Dois anos antes de morrer no acidente provocado por Fernando, Ornaldo havia comprado o Sandero por meio de um financiamento bancário de R$ 37 mil, com entrada de R$ 6,1 mil e o restante dividido em 48 prestações de R$ 1,2 mil. Ele trabalhava como motorista de aplicativo para sustentar a família e quitar a dívida. Com sua morte, o pagamento foi suspenso quando restavam 18 parcelas. Desde então, a família passou a ser cobrada por advogados da financiadora Aymoré. “Eles ligam para o meu celular mais de dez vezes ao dia perguntando pelo meu marido. Isso é muito dolorido, pois já foram avisados que ele morreu de forma trágica”, relata Francilene Morais de Caldas, 49 anos, viúva. Em seguida, os cobradores também abordam os filhos do motorista, Luam, de 24, e Lucas, de 28, com a mesma cobrança.
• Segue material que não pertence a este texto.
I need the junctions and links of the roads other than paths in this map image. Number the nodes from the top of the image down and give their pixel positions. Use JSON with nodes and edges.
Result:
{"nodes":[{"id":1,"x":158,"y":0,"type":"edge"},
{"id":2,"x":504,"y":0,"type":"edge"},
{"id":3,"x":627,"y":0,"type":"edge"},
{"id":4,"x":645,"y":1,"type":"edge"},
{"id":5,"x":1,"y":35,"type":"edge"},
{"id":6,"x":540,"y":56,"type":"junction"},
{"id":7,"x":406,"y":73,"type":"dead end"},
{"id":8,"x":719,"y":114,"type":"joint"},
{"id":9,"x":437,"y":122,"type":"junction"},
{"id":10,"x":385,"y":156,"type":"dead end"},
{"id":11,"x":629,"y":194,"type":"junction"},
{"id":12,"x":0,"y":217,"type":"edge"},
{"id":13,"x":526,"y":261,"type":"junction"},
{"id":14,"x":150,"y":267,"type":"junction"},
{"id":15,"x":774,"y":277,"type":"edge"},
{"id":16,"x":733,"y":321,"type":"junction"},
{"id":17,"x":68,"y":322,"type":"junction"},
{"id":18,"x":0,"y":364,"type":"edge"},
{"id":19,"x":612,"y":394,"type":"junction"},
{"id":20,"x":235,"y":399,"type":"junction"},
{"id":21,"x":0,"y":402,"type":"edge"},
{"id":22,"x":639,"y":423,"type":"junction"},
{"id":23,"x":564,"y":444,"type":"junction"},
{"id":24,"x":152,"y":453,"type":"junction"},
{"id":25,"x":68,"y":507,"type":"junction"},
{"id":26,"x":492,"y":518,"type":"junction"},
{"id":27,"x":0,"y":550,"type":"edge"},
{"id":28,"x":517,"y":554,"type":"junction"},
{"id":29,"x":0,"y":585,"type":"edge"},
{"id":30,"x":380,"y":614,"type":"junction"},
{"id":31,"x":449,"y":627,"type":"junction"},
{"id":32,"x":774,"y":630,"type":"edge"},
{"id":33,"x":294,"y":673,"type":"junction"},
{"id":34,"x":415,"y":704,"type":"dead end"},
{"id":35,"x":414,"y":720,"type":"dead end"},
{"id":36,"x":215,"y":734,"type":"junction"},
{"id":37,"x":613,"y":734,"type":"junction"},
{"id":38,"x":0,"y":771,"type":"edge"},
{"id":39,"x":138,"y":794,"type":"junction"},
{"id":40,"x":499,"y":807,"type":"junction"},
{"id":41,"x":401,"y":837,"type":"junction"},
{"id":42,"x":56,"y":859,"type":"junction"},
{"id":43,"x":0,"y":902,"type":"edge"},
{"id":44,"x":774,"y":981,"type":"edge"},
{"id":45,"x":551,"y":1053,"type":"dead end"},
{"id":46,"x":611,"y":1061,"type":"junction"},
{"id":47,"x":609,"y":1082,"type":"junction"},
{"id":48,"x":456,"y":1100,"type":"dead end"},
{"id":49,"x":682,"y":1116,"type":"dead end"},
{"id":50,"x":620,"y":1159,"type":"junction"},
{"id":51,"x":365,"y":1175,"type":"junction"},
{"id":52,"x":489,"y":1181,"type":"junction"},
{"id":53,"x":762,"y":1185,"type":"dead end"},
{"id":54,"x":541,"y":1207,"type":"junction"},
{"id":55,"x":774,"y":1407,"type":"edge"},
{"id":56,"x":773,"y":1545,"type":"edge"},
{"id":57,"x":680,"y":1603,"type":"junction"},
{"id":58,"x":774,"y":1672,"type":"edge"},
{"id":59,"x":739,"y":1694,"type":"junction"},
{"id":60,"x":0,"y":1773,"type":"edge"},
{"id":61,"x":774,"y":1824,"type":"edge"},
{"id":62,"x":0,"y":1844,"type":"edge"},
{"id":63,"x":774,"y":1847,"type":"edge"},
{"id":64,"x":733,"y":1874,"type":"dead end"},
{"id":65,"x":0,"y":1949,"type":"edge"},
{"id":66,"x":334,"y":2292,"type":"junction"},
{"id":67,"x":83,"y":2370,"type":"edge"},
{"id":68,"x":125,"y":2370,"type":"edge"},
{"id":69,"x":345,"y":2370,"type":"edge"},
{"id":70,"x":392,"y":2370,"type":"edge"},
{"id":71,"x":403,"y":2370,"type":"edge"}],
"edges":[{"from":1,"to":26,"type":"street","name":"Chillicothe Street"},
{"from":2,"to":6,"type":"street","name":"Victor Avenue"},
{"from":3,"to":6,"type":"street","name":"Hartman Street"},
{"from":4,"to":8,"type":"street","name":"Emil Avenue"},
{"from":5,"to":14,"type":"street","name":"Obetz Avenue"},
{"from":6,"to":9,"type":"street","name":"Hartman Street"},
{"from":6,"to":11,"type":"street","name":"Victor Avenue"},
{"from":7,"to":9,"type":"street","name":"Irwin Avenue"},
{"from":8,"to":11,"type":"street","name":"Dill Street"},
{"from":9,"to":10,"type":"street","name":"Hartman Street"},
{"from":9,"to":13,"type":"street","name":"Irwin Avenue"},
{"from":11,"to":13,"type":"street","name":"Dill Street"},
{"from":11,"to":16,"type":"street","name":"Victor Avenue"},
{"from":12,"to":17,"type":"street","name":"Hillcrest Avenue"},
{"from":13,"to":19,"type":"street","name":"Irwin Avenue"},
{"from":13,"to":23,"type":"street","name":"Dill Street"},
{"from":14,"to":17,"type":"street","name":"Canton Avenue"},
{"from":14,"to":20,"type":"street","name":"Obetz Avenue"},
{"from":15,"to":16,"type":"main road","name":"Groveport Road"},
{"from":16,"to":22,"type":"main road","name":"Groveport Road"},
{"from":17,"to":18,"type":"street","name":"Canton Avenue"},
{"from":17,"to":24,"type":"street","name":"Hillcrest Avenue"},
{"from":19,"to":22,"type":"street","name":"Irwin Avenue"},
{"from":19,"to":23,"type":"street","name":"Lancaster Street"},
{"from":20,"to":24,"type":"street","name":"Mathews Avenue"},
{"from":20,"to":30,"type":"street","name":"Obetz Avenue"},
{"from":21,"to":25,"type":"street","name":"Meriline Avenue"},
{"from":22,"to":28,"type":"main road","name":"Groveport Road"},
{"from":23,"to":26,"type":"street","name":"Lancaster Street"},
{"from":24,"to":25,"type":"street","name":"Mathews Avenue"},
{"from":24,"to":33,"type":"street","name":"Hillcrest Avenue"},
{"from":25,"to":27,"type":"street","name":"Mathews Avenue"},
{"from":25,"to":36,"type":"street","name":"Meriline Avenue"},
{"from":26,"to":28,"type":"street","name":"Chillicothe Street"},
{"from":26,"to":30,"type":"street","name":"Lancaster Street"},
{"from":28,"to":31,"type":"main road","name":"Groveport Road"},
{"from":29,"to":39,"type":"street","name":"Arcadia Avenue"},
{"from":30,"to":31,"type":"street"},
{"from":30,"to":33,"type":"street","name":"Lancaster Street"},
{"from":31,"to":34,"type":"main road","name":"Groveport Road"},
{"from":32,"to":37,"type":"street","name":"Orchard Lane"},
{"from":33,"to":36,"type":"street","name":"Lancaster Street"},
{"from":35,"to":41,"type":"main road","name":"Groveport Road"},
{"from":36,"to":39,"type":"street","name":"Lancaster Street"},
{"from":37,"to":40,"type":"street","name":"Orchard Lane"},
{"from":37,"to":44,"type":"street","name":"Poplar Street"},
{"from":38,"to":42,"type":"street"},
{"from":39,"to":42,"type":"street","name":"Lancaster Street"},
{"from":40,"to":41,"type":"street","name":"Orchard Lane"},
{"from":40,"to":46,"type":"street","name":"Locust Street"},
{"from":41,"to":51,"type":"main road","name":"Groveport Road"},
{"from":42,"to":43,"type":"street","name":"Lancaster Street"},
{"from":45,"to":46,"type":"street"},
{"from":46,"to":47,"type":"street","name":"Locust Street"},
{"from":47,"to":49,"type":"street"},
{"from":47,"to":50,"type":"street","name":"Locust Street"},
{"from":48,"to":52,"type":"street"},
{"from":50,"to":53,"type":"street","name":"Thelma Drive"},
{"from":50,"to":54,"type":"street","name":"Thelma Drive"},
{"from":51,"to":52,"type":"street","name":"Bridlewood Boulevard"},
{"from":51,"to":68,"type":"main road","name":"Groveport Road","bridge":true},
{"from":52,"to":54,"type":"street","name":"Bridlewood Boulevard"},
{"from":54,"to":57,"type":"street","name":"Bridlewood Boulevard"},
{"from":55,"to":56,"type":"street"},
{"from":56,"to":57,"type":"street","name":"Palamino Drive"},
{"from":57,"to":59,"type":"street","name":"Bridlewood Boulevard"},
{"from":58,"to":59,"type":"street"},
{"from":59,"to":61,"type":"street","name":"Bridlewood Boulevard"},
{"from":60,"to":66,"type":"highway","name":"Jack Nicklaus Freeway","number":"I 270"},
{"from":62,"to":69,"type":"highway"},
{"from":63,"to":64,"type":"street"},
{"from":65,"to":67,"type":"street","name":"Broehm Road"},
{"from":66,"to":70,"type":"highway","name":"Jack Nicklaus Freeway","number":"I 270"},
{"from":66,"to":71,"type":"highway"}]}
Nas ligações feitas em horário comercial, a família implora para que a financiadora recolha o Sandero, que está em um estacionamento próximo, pois o veículo, todo amassado, ainda traz lembranças dolorosas. “É difícil superar essa tragédia vendo o carro em que o meu marido morreu aqui perto. Isso traz muita dor”, afirma Francilene.

Segundo o advogado da família, Jair Sotero da Silva, o Sandero não tinha seguro, o que ele considera uma falha grave do banco, já que o veículo estava alienado e, portanto, pertencia legalmente à instituição até a quitação. Ele afirma que, diante da morte de Ornaldo, a dívida não poderia ser transferida para a viúva ou para os filhos, mas sim cobrada no inventário, habilitando-se o banco como credor para receber eventuais valores caso houvesse bens a partilhar. “O que mais me choca é a falta de sensibilidade do banco, já que esse acidente teve repercussão nacional. Eles ligam cobrando o dia inteiro como se o cliente estivesse vivo”, reforça.

O GLOBO procurou o advogado da Aymoré, Sergio Schulze, tanto por e-mail quanto por WhatsApp, mas até o momento ele não retornou. Nos autos do processo, ele argumenta que a inadimplência foi configurada com o não pagamento da parcela de abril de 2024. Segundo ele, conforme entendimento recente do Superior Tribunal de Justiça (STJ), basta o envio de notificação extrajudicial ao endereço de Ornaldo para comprovar a mora, independentemente de quem a receba. A ação judicial pede que o veículo seja apreendido e entregue ao banco em até 48 horas, com autorização para arrombamento e reforço policial, se necessário. Caso a dívida não seja quitada em cinco dias após a apreensão, requer a transferência da propriedade para o nome da instituição.

Enquanto isso, Fernando Sastre está preso desde maio de 2024 na Penitenciária de Tremembé, no interior paulista, à espera de julgamento no Tribunal do Júri. Ele é réu por homicídio qualificado por “perigo comum” com dolo eventual, acusado de matar Ornaldo; e por lesão corporal grave em razão dos ferimentos causados no amigo Marcus Vinícius Machado Rocha, de 23 anos, que estava no banco do carona do Porsche. Sastre nega ter consumido bebida alcoólica antes da colisão.